В октябре 1990 года, выступая в Париже, в Центре Помпиду, на Мейерхольдовской конференции, Татьяна Бачелис, наш известный театровед и киновед, закончила свое выступление на тему «Мейерхольд и Сталин» следующими словами:
Читаем на смутной ксерокопии рукописи, датированной рукой Мейерхольда: «13.1.1940; продолжение заявления от 2.1. – 1940; Бутырская тюрьма. Тому, что я не выдержал, потерял всякую власть над собой, находясь в состоянии затуманенного, притупленного сознания, способствовало еще одно страшное обстоятельство: сразу же после ареста (20.VI.1939 г.) меня ввергла в величайшую депрессию власть надо мной навязчивой идеи „Значит, так надо!“. Правительству показалось, – стал я себя убеждать, – что за все мои грехи, о которых было сказано с трибуны 1-й сессии Верховного Совета, недостаточна для меня назначенная кара… и я должен претерпеть еще одну кару, ту, которая сейчас вот наложена органами НКВД.
„Значит, так надо!“ – твердил я себе, и „я“ мое раскололось надвое. Первое стало искать „преступления“ второго, а когда оно их не находило, оно стало их выдумывать.
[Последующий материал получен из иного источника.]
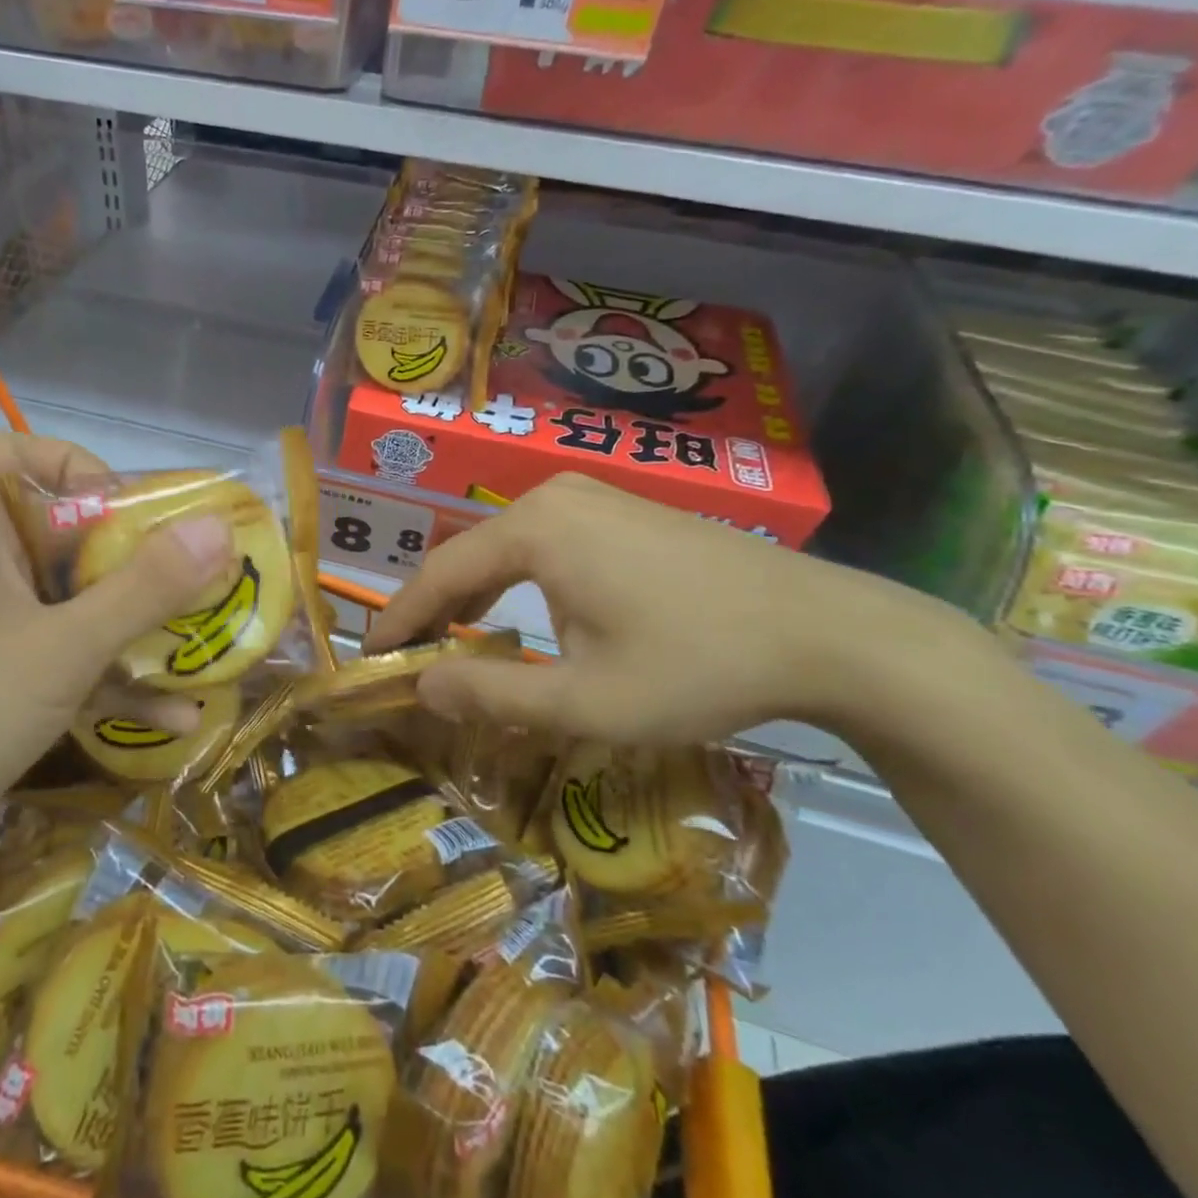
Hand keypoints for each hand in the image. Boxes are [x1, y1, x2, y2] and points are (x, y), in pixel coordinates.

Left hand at [0, 434, 232, 874]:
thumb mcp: (60, 650)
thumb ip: (143, 589)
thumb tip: (219, 526)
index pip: (21, 453)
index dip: (84, 470)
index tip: (137, 516)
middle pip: (59, 533)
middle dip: (133, 563)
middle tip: (196, 586)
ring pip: (64, 602)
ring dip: (130, 627)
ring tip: (202, 647)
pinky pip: (53, 656)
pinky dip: (104, 677)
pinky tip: (174, 717)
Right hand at [366, 474, 973, 748]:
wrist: (828, 632)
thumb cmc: (698, 666)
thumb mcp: (587, 701)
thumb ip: (491, 695)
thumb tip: (420, 688)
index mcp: (534, 528)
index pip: (438, 574)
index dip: (398, 620)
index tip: (369, 657)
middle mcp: (552, 496)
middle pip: (468, 554)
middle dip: (432, 607)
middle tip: (406, 656)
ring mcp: (591, 496)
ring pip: (505, 547)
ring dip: (474, 594)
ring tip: (450, 641)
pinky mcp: (619, 509)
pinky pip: (543, 541)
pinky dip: (515, 581)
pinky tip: (519, 615)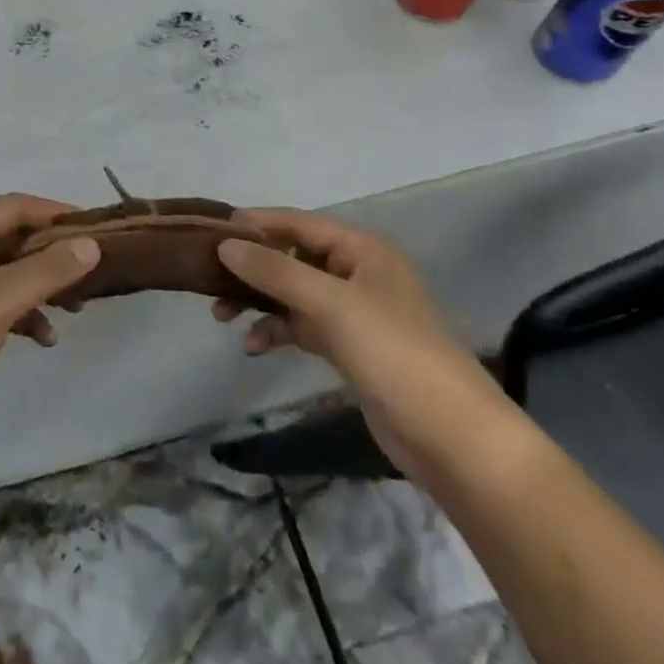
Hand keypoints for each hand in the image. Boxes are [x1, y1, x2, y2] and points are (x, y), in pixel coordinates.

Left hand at [0, 194, 99, 456]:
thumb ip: (46, 269)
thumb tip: (91, 243)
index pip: (14, 206)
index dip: (54, 212)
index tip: (93, 228)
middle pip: (11, 238)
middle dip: (51, 253)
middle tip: (90, 272)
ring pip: (6, 273)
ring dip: (40, 285)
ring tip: (75, 308)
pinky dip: (22, 314)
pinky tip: (44, 339)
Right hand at [213, 211, 509, 480]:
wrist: (454, 440)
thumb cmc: (394, 353)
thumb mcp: (330, 304)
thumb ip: (275, 271)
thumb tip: (224, 244)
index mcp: (362, 249)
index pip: (298, 223)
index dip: (257, 223)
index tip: (211, 230)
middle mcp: (357, 272)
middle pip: (293, 256)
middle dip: (253, 267)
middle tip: (210, 278)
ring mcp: (354, 312)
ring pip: (293, 293)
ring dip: (259, 300)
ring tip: (222, 315)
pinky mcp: (350, 348)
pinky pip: (302, 326)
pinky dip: (277, 331)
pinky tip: (253, 346)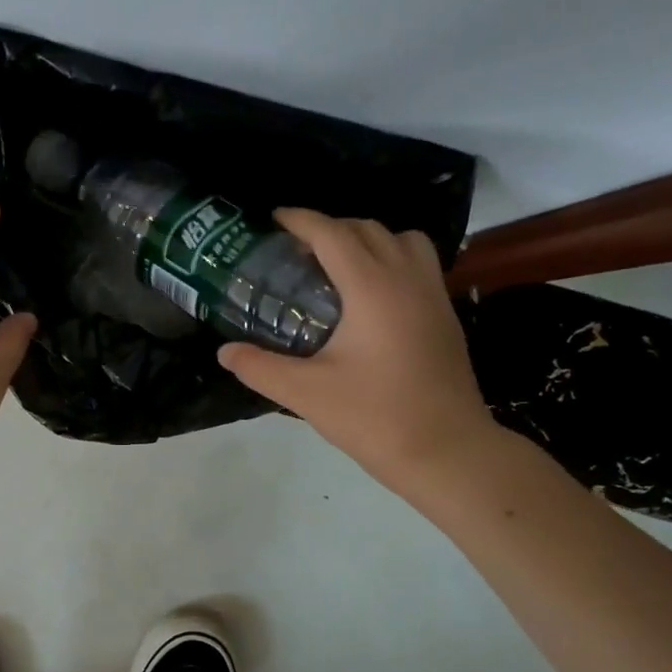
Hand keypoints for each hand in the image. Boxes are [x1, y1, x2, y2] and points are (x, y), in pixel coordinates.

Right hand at [216, 210, 499, 500]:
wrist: (447, 452)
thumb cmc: (374, 418)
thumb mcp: (306, 393)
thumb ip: (260, 368)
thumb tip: (225, 352)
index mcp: (373, 288)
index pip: (333, 234)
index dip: (301, 220)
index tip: (274, 219)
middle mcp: (407, 279)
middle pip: (368, 229)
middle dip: (330, 228)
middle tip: (296, 251)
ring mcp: (433, 296)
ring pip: (401, 240)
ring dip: (366, 240)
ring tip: (337, 267)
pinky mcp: (445, 316)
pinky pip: (417, 264)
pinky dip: (390, 260)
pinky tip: (367, 298)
Следователь явился хорошим опытным помощником в этом деле, и мы стали сочинять вместе в тесном союзе».
Документ этот опубликован. Но когда держишь ксерокопию почерка Мейерхольда, сила документа удваивается.
Господи! О чем он пишет, этот избитый, расстреливаемый гений… Какая кара, какой там Верховный Совет…[10]
Добавить к словам Татьяны Израилевны вроде бы нечего, но все-таки теперь, четверть века спустя, кое-что – можно.
Во-первых, следователь, «хороший опытный помощник», – это Борис Родос, один из самых страшных бериевских палачей, садист-истязатель, о пытках которого Мейерхольд рассказал в письме Молотову, оставшемся без ответа.
А во-вторых, о «втором „я“» Мейерхольда следует поговорить более подробно.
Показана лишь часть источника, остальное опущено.